不论是Kubernetes还是Docker本身,我们在一个节点上暴露端口对外提供服务的时候,总是少不了端口转发。例如以下方式:
docker run -d -p 8080:80 nginx:latest
就是用最简单的方法,在本机暴露8080端口,转发到容器内的80端口,这样一来外界可以通过本机IP+8080端口就可以访问容器内提供的nginx服务了。
大家有没有想过,这是怎么做到的呢?
其实不难,Docker实现本身就是高度依赖Linux内核的若干模块,这里的端口转发也不例外,也是用了Linux iptables的小把戏,接下来我们就来分析下这个小把戏。

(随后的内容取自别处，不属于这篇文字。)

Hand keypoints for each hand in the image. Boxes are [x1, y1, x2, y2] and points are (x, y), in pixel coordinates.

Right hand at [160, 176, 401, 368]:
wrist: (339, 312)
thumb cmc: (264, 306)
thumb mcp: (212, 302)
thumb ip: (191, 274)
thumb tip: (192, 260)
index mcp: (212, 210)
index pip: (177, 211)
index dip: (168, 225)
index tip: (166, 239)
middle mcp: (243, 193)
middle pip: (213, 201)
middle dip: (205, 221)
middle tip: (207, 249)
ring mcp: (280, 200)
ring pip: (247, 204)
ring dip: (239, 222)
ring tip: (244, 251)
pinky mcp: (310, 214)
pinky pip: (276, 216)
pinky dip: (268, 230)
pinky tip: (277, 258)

既是知道Docker的端口转发与iptables有关,那么究竟有什么样的关系呢?我觉得从log入手,尝试记录下数据包通过iptables的轨迹,然后再作分析吧。
在不确定具体的涉及哪些iptables表的情况下,我想最好的方法是把所有的可能的表都加上适当的log,从而记录数据包在各个表和链之间的流转。
接下来,我们就来照此思路去探究iptables如何做到端口转发。
在CentOS7中打开 /etc/rsyslog.conf ,并添加如下配置:
kern.* /var/log/iptables.log
并重启rsyslog:
systemctl restart rsyslog.service
这样,就可以在 /var/log/iptables.log 中看到iptables的log了,当然,前提是你得有log输出。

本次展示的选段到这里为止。